TASK STATEMENT
Within the entries below, find the portion that opens with the line containing "middle tip: (635, 491)" and closes with the line containing "pinky tip: (680, 495)". Retype that portion exactly and only.

Stored items
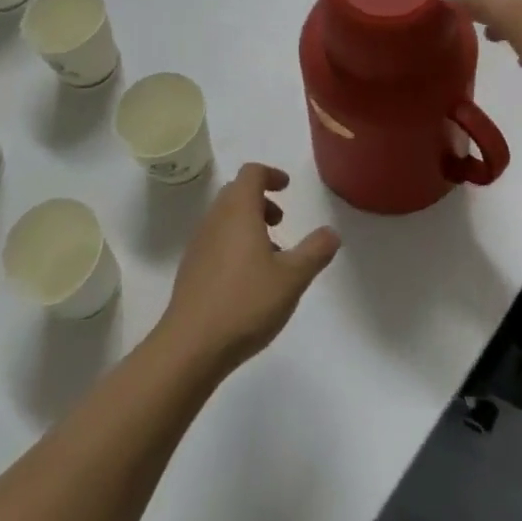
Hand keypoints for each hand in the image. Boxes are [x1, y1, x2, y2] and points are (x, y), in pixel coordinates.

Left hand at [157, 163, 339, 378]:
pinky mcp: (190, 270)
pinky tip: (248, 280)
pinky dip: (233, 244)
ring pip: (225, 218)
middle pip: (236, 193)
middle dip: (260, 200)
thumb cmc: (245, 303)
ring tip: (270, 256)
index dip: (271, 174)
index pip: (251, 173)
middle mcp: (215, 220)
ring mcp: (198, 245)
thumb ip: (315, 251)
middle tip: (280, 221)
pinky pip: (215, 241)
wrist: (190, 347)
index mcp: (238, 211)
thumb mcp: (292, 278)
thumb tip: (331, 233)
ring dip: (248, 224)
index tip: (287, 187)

--

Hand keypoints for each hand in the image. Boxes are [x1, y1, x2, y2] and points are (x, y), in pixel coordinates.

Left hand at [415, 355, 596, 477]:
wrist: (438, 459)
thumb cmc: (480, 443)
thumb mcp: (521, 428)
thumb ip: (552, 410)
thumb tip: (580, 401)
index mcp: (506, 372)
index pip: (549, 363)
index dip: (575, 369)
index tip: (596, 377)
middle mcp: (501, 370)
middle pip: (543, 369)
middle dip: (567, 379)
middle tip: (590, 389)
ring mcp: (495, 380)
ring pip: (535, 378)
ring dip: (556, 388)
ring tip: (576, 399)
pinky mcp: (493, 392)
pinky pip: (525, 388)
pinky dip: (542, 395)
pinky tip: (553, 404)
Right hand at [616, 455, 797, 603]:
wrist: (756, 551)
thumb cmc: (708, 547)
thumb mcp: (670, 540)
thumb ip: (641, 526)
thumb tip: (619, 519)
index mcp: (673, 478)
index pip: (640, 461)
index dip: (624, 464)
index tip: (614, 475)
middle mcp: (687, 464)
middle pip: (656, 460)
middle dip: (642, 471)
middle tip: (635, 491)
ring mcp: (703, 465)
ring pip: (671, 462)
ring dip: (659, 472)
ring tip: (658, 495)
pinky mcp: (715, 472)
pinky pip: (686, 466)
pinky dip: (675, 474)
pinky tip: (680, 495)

==

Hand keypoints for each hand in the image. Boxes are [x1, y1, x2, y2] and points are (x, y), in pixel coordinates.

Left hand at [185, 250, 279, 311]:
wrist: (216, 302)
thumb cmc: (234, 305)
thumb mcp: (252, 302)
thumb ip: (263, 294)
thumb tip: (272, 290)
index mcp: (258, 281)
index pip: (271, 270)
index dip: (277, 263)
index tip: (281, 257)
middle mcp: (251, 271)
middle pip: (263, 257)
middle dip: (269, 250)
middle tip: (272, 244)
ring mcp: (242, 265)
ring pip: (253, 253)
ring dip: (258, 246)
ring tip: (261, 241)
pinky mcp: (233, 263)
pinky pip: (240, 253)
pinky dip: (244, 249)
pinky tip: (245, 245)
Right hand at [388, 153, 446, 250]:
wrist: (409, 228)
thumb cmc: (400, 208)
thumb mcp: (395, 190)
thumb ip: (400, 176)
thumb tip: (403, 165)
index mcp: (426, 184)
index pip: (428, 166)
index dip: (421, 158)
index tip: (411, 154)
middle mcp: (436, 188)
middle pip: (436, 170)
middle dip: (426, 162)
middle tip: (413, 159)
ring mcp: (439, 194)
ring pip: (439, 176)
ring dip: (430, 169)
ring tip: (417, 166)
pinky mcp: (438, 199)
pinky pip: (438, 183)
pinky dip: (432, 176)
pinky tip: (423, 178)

RESULT OF THIS TASK
middle tip: (635, 491)
ring mcp: (703, 465)
ring pip: (671, 462)
ring dip: (659, 472)
ring tip: (658, 495)
pinky mcp: (715, 472)
pinky pip: (686, 466)
pinky dip: (675, 474)
pinky tip: (680, 495)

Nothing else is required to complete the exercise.